# Fitting Lgb decoder to Lgb Columbus Forney



## Rae Whitbourn (Feb 9, 2013)

I have had a little layout in our garden for a couple of years. I have recently started using Lgb Central Station 2, however the only locos that have digital decoders are the locos that came with the starter set. I managed to buy an Lgb Forney Columbus (Lgb 23252), and the necessary decoder Lgb 55020 and the cable Lgb 55026.
I thought it would be straight forward, but now I am having second thoughts.
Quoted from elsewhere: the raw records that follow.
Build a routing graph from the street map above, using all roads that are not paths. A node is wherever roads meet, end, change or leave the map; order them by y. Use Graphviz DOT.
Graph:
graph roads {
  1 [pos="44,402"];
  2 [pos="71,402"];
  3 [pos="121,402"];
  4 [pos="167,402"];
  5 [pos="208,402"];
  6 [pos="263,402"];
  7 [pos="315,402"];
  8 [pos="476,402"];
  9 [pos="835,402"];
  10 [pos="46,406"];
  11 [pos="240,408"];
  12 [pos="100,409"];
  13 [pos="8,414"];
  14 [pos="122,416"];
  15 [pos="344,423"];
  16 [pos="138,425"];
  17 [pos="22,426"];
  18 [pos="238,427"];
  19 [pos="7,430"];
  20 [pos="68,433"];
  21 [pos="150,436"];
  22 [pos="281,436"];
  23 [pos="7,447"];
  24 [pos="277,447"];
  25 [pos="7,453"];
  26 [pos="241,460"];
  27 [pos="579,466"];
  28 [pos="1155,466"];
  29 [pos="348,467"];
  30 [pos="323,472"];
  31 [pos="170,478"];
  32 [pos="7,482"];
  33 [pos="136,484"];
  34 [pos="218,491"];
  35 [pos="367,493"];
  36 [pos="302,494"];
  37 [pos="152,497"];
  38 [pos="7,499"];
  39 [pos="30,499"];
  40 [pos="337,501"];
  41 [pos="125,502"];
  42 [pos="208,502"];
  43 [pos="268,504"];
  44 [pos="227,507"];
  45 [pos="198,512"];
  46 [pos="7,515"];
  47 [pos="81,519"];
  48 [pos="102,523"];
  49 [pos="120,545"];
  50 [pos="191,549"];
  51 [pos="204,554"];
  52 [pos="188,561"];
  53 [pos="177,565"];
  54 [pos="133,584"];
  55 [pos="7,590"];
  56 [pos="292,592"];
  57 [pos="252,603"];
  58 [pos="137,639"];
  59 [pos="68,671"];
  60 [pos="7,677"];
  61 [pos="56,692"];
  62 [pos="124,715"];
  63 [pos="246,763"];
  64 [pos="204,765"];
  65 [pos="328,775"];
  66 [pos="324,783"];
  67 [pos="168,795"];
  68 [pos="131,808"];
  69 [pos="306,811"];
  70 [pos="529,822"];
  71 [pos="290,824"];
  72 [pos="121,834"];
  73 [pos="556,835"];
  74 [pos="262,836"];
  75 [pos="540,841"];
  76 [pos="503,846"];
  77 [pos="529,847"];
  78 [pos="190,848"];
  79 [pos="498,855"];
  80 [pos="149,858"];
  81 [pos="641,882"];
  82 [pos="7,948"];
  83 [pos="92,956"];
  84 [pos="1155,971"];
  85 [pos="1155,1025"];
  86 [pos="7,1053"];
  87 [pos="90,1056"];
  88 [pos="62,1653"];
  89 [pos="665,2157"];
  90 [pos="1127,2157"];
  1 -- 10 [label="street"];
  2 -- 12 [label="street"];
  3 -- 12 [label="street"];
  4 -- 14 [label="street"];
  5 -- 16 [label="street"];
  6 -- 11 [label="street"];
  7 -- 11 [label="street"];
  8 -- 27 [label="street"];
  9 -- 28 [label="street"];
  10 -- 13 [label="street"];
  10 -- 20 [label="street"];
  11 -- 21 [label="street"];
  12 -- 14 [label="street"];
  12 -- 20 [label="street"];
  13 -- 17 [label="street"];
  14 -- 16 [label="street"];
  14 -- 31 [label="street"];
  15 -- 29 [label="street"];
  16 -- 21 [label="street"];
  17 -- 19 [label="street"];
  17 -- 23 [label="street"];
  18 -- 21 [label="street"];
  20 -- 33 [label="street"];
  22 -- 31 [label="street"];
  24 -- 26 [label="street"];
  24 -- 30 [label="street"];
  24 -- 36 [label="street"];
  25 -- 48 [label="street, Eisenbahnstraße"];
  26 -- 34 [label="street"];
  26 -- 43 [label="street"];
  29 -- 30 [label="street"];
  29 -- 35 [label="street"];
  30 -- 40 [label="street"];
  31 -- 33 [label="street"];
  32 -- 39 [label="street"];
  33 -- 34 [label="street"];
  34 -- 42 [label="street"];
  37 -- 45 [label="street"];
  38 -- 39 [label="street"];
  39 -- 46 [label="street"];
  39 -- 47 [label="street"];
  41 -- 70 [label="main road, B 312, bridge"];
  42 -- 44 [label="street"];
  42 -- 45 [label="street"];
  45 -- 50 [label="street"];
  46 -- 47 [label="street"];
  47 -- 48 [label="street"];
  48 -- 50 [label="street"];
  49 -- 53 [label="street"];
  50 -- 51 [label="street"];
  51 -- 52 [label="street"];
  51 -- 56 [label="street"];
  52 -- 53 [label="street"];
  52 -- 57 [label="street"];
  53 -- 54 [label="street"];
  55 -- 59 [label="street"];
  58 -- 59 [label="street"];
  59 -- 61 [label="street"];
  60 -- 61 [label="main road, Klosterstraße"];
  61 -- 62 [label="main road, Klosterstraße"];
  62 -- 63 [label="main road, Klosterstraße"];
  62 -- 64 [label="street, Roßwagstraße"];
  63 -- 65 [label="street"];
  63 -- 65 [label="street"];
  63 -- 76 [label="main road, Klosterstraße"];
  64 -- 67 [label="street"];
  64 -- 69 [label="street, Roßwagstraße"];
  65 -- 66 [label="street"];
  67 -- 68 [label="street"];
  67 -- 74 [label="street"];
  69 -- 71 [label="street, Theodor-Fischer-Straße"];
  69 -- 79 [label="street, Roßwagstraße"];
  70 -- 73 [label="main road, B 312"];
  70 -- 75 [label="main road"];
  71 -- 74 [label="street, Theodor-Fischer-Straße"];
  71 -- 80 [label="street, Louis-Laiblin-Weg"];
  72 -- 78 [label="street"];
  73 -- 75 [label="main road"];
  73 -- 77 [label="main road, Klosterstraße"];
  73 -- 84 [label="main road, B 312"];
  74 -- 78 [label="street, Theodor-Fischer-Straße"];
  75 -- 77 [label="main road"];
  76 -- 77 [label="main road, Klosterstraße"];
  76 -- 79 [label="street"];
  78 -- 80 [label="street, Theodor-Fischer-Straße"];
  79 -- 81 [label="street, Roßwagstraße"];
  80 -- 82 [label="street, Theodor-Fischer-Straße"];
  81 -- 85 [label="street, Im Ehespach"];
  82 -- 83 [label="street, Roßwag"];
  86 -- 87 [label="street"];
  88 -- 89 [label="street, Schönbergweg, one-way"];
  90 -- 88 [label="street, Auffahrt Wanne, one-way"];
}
We live in N Ireland and I am unable to find anyone locally willing to fit it. 
I have read articles about fitting Forneys with other decoders, but have not seen any articles for the above ie Lgb decoder. I am a bit worried about the sound as I think that makes it a bit more difficult.
I know this probably sounds like a very basic question......... Apologies, just an old gal.......
Very many thanks.


http://m.youtube.com/watch?v=y_M3DNE9uV4

Rae


----------



## Rae Whitbourn (Feb 9, 2013)

BTW the link to our youtube video was uploaded from an ipad...... 
Computer link is ... 
http://youtu.be/y_M3DNE9uV4 

The theme is Old West.


----------



## Dan Pierce (Jan 2, 2008)

From the instruction list and PDF parts layout, it looks like either the 55020 or the 550221 can be plugged in the board in the forney you own. You just need to change the board switches to off. 

55021 has back emf control, 55020 did not have this feature. Boards are the same size. 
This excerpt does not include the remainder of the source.